+++ Information supplied +++

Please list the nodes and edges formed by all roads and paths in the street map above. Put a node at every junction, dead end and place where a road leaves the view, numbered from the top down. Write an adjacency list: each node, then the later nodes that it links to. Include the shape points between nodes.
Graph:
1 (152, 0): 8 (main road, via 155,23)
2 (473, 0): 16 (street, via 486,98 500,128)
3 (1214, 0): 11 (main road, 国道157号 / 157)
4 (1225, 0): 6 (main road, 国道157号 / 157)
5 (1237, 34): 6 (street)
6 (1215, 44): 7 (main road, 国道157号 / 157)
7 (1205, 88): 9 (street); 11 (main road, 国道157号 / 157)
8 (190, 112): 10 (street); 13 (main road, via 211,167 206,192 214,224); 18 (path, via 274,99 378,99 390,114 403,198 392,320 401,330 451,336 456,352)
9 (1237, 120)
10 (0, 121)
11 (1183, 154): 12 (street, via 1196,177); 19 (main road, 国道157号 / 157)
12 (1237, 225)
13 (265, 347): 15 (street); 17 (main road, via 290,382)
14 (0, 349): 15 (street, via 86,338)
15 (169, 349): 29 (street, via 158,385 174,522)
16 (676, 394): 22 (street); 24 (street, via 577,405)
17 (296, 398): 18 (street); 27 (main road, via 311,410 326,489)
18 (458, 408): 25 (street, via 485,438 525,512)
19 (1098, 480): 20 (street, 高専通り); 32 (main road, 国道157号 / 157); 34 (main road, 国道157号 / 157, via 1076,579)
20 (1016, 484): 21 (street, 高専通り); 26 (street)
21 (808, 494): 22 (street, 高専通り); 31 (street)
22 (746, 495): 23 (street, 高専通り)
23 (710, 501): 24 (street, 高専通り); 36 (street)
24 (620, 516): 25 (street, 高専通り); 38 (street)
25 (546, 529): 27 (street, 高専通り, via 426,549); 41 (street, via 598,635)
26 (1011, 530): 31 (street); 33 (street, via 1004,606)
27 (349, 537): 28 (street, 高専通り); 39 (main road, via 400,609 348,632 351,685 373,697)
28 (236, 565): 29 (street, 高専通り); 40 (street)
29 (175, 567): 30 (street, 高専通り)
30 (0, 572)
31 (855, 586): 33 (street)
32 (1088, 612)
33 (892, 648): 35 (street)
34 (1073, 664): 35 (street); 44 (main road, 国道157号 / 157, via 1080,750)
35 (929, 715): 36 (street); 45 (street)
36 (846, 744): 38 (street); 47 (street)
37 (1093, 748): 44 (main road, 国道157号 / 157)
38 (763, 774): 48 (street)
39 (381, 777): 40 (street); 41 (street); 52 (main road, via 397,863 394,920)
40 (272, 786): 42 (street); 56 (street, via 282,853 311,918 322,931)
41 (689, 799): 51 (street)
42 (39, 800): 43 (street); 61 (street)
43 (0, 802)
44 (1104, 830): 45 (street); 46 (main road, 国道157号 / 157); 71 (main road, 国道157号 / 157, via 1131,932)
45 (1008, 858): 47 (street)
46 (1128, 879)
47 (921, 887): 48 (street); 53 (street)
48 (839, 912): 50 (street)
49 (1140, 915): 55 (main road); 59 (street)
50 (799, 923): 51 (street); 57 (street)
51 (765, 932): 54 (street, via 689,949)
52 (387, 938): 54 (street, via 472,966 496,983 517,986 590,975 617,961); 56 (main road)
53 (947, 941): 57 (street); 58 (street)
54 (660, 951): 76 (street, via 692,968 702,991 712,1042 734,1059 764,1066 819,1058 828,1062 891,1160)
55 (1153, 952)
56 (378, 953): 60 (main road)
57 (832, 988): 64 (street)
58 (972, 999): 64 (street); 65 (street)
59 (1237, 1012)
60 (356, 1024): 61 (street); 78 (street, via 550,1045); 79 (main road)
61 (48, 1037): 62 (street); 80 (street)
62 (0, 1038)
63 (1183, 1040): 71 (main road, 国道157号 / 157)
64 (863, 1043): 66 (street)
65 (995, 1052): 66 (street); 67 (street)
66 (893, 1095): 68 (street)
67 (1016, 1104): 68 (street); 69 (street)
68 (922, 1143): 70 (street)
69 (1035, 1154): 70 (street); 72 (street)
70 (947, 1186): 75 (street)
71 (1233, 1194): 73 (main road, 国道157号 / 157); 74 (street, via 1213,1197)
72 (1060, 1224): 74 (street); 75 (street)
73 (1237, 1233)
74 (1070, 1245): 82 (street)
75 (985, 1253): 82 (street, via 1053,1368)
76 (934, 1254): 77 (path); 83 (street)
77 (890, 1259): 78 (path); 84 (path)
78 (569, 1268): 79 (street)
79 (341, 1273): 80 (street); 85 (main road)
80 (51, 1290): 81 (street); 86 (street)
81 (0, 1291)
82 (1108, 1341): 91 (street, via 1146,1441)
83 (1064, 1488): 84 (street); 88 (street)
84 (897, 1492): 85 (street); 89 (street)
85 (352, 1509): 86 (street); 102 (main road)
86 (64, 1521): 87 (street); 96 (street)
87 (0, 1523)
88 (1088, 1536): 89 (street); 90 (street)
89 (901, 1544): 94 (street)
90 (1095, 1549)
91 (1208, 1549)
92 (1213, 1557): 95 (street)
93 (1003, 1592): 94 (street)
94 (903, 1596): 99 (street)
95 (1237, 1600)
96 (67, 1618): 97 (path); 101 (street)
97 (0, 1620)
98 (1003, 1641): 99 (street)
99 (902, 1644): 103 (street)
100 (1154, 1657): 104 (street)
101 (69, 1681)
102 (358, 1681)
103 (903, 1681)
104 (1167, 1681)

+++

About this task – Restate the data above word for word, omitting nothing.

Exercise output –
Please list the nodes and edges formed by all roads and paths in the street map above. Put a node at every junction, dead end and place where a road leaves the view, numbered from the top down. Write an adjacency list: each node, then the later nodes that it links to. Include the shape points between nodes.
Graph:
1 (152, 0): 8 (main road, via 155,23)
2 (473, 0): 16 (street, via 486,98 500,128)
3 (1214, 0): 11 (main road, 国道157号 / 157)
4 (1225, 0): 6 (main road, 国道157号 / 157)
5 (1237, 34): 6 (street)
6 (1215, 44): 7 (main road, 国道157号 / 157)
7 (1205, 88): 9 (street); 11 (main road, 国道157号 / 157)
8 (190, 112): 10 (street); 13 (main road, via 211,167 206,192 214,224); 18 (path, via 274,99 378,99 390,114 403,198 392,320 401,330 451,336 456,352)
9 (1237, 120)
10 (0, 121)
11 (1183, 154): 12 (street, via 1196,177); 19 (main road, 国道157号 / 157)
12 (1237, 225)
13 (265, 347): 15 (street); 17 (main road, via 290,382)
14 (0, 349): 15 (street, via 86,338)
15 (169, 349): 29 (street, via 158,385 174,522)
16 (676, 394): 22 (street); 24 (street, via 577,405)
17 (296, 398): 18 (street); 27 (main road, via 311,410 326,489)
18 (458, 408): 25 (street, via 485,438 525,512)
19 (1098, 480): 20 (street, 高専通り); 32 (main road, 国道157号 / 157); 34 (main road, 国道157号 / 157, via 1076,579)
20 (1016, 484): 21 (street, 高専通り); 26 (street)
21 (808, 494): 22 (street, 高専通り); 31 (street)
22 (746, 495): 23 (street, 高専通り)
23 (710, 501): 24 (street, 高専通り); 36 (street)
24 (620, 516): 25 (street, 高専通り); 38 (street)
25 (546, 529): 27 (street, 高専通り, via 426,549); 41 (street, via 598,635)
26 (1011, 530): 31 (street); 33 (street, via 1004,606)
27 (349, 537): 28 (street, 高専通り); 39 (main road, via 400,609 348,632 351,685 373,697)
28 (236, 565): 29 (street, 高専通り); 40 (street)
29 (175, 567): 30 (street, 高専通り)
30 (0, 572)
31 (855, 586): 33 (street)
32 (1088, 612)
33 (892, 648): 35 (street)
34 (1073, 664): 35 (street); 44 (main road, 国道157号 / 157, via 1080,750)
35 (929, 715): 36 (street); 45 (street)
36 (846, 744): 38 (street); 47 (street)
37 (1093, 748): 44 (main road, 国道157号 / 157)
38 (763, 774): 48 (street)
39 (381, 777): 40 (street); 41 (street); 52 (main road, via 397,863 394,920)
40 (272, 786): 42 (street); 56 (street, via 282,853 311,918 322,931)
41 (689, 799): 51 (street)
42 (39, 800): 43 (street); 61 (street)
43 (0, 802)
44 (1104, 830): 45 (street); 46 (main road, 国道157号 / 157); 71 (main road, 国道157号 / 157, via 1131,932)
45 (1008, 858): 47 (street)
46 (1128, 879)
47 (921, 887): 48 (street); 53 (street)
48 (839, 912): 50 (street)
49 (1140, 915): 55 (main road); 59 (street)
50 (799, 923): 51 (street); 57 (street)
51 (765, 932): 54 (street, via 689,949)
52 (387, 938): 54 (street, via 472,966 496,983 517,986 590,975 617,961); 56 (main road)
53 (947, 941): 57 (street); 58 (street)
54 (660, 951): 76 (street, via 692,968 702,991 712,1042 734,1059 764,1066 819,1058 828,1062 891,1160)
55 (1153, 952)
56 (378, 953): 60 (main road)
57 (832, 988): 64 (street)
58 (972, 999): 64 (street); 65 (street)
59 (1237, 1012)
60 (356, 1024): 61 (street); 78 (street, via 550,1045); 79 (main road)
61 (48, 1037): 62 (street); 80 (street)
62 (0, 1038)
63 (1183, 1040): 71 (main road, 国道157号 / 157)
64 (863, 1043): 66 (street)
65 (995, 1052): 66 (street); 67 (street)
66 (893, 1095): 68 (street)
67 (1016, 1104): 68 (street); 69 (street)
68 (922, 1143): 70 (street)
69 (1035, 1154): 70 (street); 72 (street)
70 (947, 1186): 75 (street)
71 (1233, 1194): 73 (main road, 国道157号 / 157); 74 (street, via 1213,1197)
72 (1060, 1224): 74 (street); 75 (street)
73 (1237, 1233)
74 (1070, 1245): 82 (street)
75 (985, 1253): 82 (street, via 1053,1368)
76 (934, 1254): 77 (path); 83 (street)
77 (890, 1259): 78 (path); 84 (path)
78 (569, 1268): 79 (street)
79 (341, 1273): 80 (street); 85 (main road)
80 (51, 1290): 81 (street); 86 (street)
81 (0, 1291)
82 (1108, 1341): 91 (street, via 1146,1441)
83 (1064, 1488): 84 (street); 88 (street)
84 (897, 1492): 85 (street); 89 (street)
85 (352, 1509): 86 (street); 102 (main road)
86 (64, 1521): 87 (street); 96 (street)
87 (0, 1523)
88 (1088, 1536): 89 (street); 90 (street)
89 (901, 1544): 94 (street)
90 (1095, 1549)
91 (1208, 1549)
92 (1213, 1557): 95 (street)
93 (1003, 1592): 94 (street)
94 (903, 1596): 99 (street)
95 (1237, 1600)
96 (67, 1618): 97 (path); 101 (street)
97 (0, 1620)
98 (1003, 1641): 99 (street)
99 (902, 1644): 103 (street)
100 (1154, 1657): 104 (street)
101 (69, 1681)
102 (358, 1681)
103 (903, 1681)
104 (1167, 1681)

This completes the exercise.